The blunt fact is that the SAT has never been a good predictor of academic achievement in college. High school grades adjusted to account for the curriculum and academic programs in the high school from which a student graduates are. The essential mechanism of the SAT, the multiple choice test question, is a bizarre relic of long outdated twentieth century social scientific assumptions and strategies. As every adult recognizes, knowing something or how to do something in real life is never defined by being able to choose a “right” answer from a set of possible answers (some of them intentionally misleading) put forward by faceless test designers who are rarely eminent experts. No scientist, engineer, writer, psychologist, artist, or physician—and certainly no scholar, and therefore no serious university faculty member—pursues his or her vocation by getting right answers from a set of prescribed alternatives that trivialize complexity and ambiguity.

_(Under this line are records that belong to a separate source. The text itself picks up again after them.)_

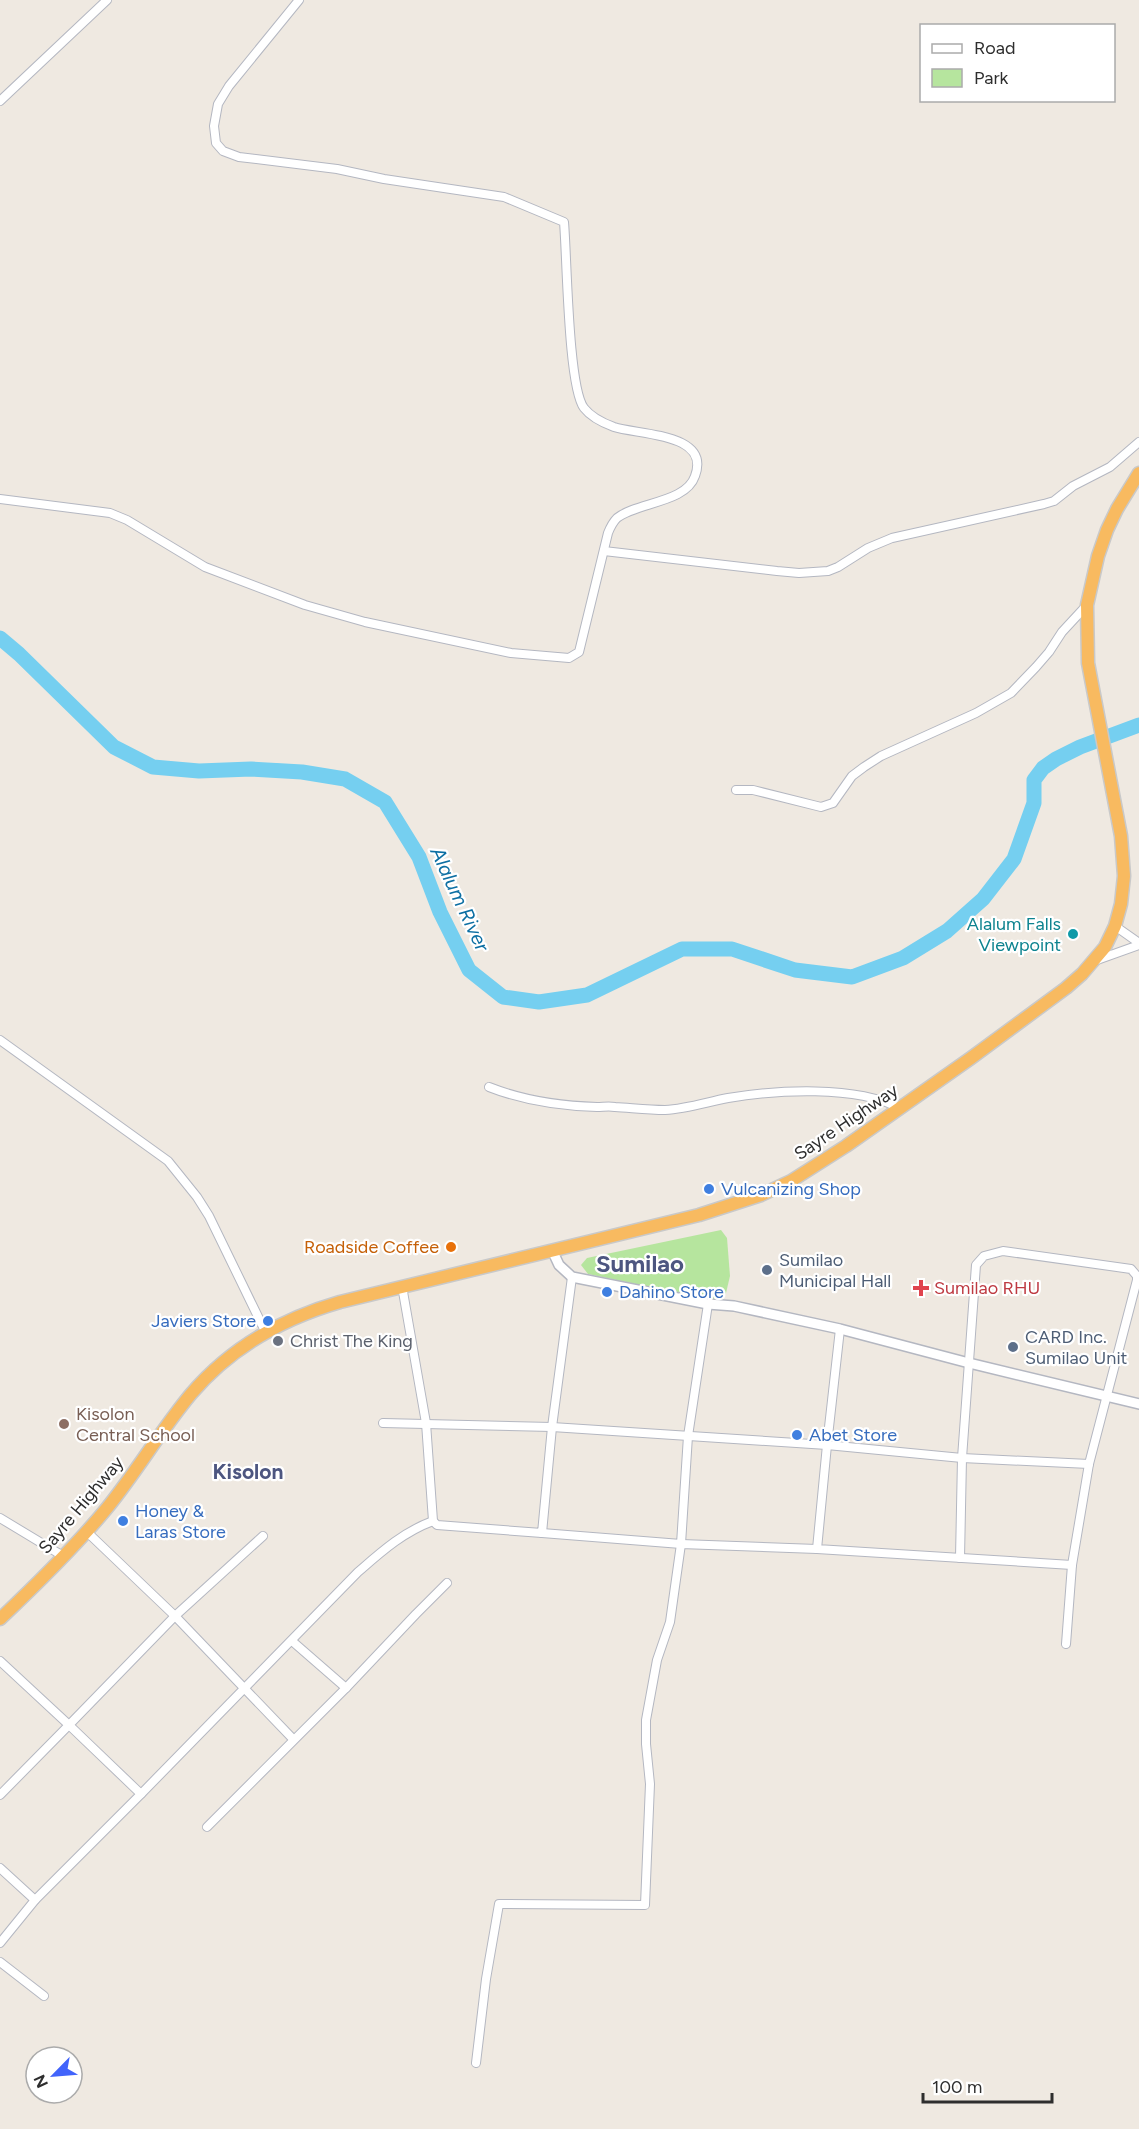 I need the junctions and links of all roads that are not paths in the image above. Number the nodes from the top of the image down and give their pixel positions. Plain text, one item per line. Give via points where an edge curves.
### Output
1 (107, 0) edge
2 (299, 0) edge
3 (0, 101) edge
4 (1139, 442) edge
5 (1139, 473) edge
6 (0, 500) edge
7 (604, 551) junction
8 (1087, 605) junction
9 (735, 790) dead end
10 (1115, 926) junction
11 (1139, 944) edge
12 (1093, 961) junction
13 (0, 1040) edge
14 (489, 1087) dead end
15 (899, 1108) junction
16 (552, 1250) junction
17 (572, 1277) junction
18 (402, 1286) junction
19 (708, 1304) junction
20 (840, 1329) junction
21 (265, 1331) junction
22 (969, 1363) junction
23 (1107, 1396) junction
24 (1139, 1404) edge
25 (383, 1423) dead end
26 (426, 1423) junction
27 (552, 1427) junction
28 (688, 1436) junction
29 (827, 1445) junction
30 (962, 1458) junction
31 (1089, 1464) junction
32 (0, 1518) edge
33 (433, 1521) junction
34 (86, 1531) junction
35 (542, 1533) junction
36 (263, 1536) dead end
37 (681, 1544) junction
38 (817, 1549) junction
39 (63, 1556) junction
40 (960, 1558) junction
41 (1072, 1565) junction
42 (447, 1583) dead end
43 (175, 1616) junction
44 (0, 1620) edge
45 (292, 1641) junction
46 (1066, 1644) dead end
47 (0, 1661) edge
48 (245, 1686) junction
49 (346, 1688) junction
50 (69, 1725) junction
51 (293, 1739) junction
52 (141, 1794) junction
53 (0, 1795) edge
54 (207, 1827) dead end
55 (0, 1868) edge
56 (35, 1900) junction
57 (0, 1943) edge
58 (0, 1962) edge
59 (44, 1996) dead end
60 (476, 2063) dead end

1 - 3 street
2 - 7 street via 218,104 216,143 223,151 239,157 504,197 564,222 573,361 578,396 584,407 613,427 682,442 697,459 695,477 682,492 615,520
4 - 7 street via 1110,467 1054,501 892,538 828,571 799,573
5 - 8 highway, Sayre Highway via 1107,530
6 - 7 street via 110,513 205,567 305,605 365,622 511,653 569,658 579,652
8 - 9 street via 1011,693 881,756 852,776 833,803 821,807 753,790
8 - 10 highway, Sayre Highway via 1088,663 1124,861 1124,891
10 - 11 street
10 - 12 highway, Sayre Highway
11 - 12 street
12 - 15 highway, Sayre Highway via 1066,988
13 - 21 street via 168,1161 209,1216
14 - 15 street via 516,1096 596,1107 664,1110 729,1098 834,1092 865,1096
15 - 16 highway, Sayre Highway via 820,1163 761,1196
16 - 17 street via 559,1265
16 - 18 highway, Sayre Highway
17 - 19 street
17 - 27 street
18 - 21 highway, Sayre Highway via 310,1311
18 - 26 street
19 - 20 street via 734,1305
19 - 28 street
20 - 22 street
20 - 29 street
21 - 34 highway, Sayre Highway via 223,1361 192,1392
22 - 23 street
22 - 23 street via 976,1265 984,1256 1003,1251 1131,1269 1137,1280
22 - 30 street
23 - 24 street
23 - 31 street
25 - 26 street
26 - 27 street
26 - 33 street
27 - 28 street
27 - 35 street
28 - 29 street
28 - 37 street
29 - 30 street
29 - 38 street
30 - 31 street
30 - 40 street
31 - 41 street
32 - 39 street
33 - 35 street via 437,1525
33 - 45 street via 383,1550
34 - 39 highway, Sayre Highway
34 - 43 street
35 - 37 street
36 - 43 street
37 - 38 street
37 - 60 street via 670,1622 657,1660 646,1720 650,1784 645,1905 499,1904 488,1959
38 - 40 street
39 - 44 highway, Sayre Highway
40 - 41 street
41 - 46 street
42 - 49 street
43 - 48 street
43 - 50 street
45 - 48 street
45 - 49 street
47 - 50 street
48 - 51 street
48 - 52 street
49 - 51 street
50 - 52 street
50 - 53 street
51 - 54 street
52 - 56 street
55 - 56 street
56 - 57 street
58 - 59 street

“College President: SAT Is Part Hoax, Part Fraud,” Leon Botstein
Someone just pointed out that the emperor is naked.
Student loans have soared in popularity over the past decade, with the aggregate student loan balance, as measured in the FRBNY Consumer Credit Panel, reaching $966 billion at the end of 2012. Student debt now exceeds aggregate auto loan, credit card, and home-equity debt balances—making student loans the second largest debt of U.S. households, following mortgages. Student loans provide critical access to schooling, given the challenge presented by increasing costs of higher education and rising returns to a degree. Nevertheless, some have questioned how taking on extensive debt early in life has affected young workers’ post-schooling economic activity.
As a result of tighter underwriting standards, higher delinquency rates, and lower credit scores, consumers with educational debt may have more limited access to housing and auto debt and, as a result, more limited options in the housing and vehicle markets, despite their comparatively high earning potential.
“Young Student Loan Borrowers Retreat from Housing and Auto Markets,” Meta Brown and Sydnee Caldwell, Liberty Street Economics
Along with the minimum wage increase, national health care, and the expansion of social security, student debt forgiveness has to be high on any Democratic Socialist or progressive agenda. It’s stayed below the radar so far but I suspect that may be changing. The quote, above, isn’t from a left-wing economics journal, it’s from the Federal Reserve Bank of New York. I first went into debt in this way in the 1980’s, after my Dad died and I had to find a way to pay for the rest of my undergraduate degree and an M.A.
IF I had lived in somewhere other than Texas, or now, the debt might have been at least partly forgiven when I served in the Peace Corps. The real problem came later, in the 1990’s, when I went for my Ph.D. at U.T. Austin, which had no tuition waiver, and paid so poorly for teaching that unless you had parents with money you had to go into debt. I’ve been paying that debt steadily for nearly 15 years and the last time I checked it won’t be paid off until I am around 85 years old. It’s nothing but welfare for the banks.
John Nichols: You have always been identified as a democratic socialist. Polling suggests that Americans are not so bothered by the term, but it seems to me that our media has a really hard time with it. Is that a factor in your thinking about a presidential race?
Bernie Sanders: No, that’s not a factor at all. In Vermont, people understand exactly what I mean by the word. They don’t believe that democratic socialism is akin to North Korea communism. They understand that when I talk about democratic socialism, what I’m saying is that I do not want to see the United States significantly dominated by a handful of billionaire families controlling the economic and political life of the country. That I do believe that in a democratic, civilized society, all people are entitled to health care as a right, all people are entitled to quality education as a right, all people are entitled to decent jobs and a decent income, and that we need a government which represents ordinary Americans and not just the wealthy and the powerful.
So much of what [media-coverage of] politics is about today is personality politics. It’s gossip: Chris Christie’s weight or Hillary’s latest hairdo. But the real issue is how do you bring tens of millions of working-class and middle-class people together around an agenda that works for them? How do we make politics relevant to their lives? That’s going to involve some very, very radical thinking. At the end of the day, it’s not just going to be decisions from Washington. It really means empowering, in a variety of ways, ordinary people in the political process. To me, when you talk about the need for a political revolution, it is not just single-payer health care, it’s not just aggressive action on climate change, it’s not just creating the millions of jobs that we need, it is literally empowering people to take control over their lives. That’s clearly a lot harder to do than it is to talk about, but that’s what the political revolution is about.
Bernie Sanders: ‘I Am Prepared to Run for President of the United States’
This interview is well worth reading. Senator Sanders asks an important question: if he ran, or any Democratic Socialist (a better term than the more general “progressive”) runs, should he do it inside the Democratic Party or try to create a new party. I think he should run and in the process transform the Democratic Party. It’s too soon to start a campaign, but it is not too soon to start finding answers.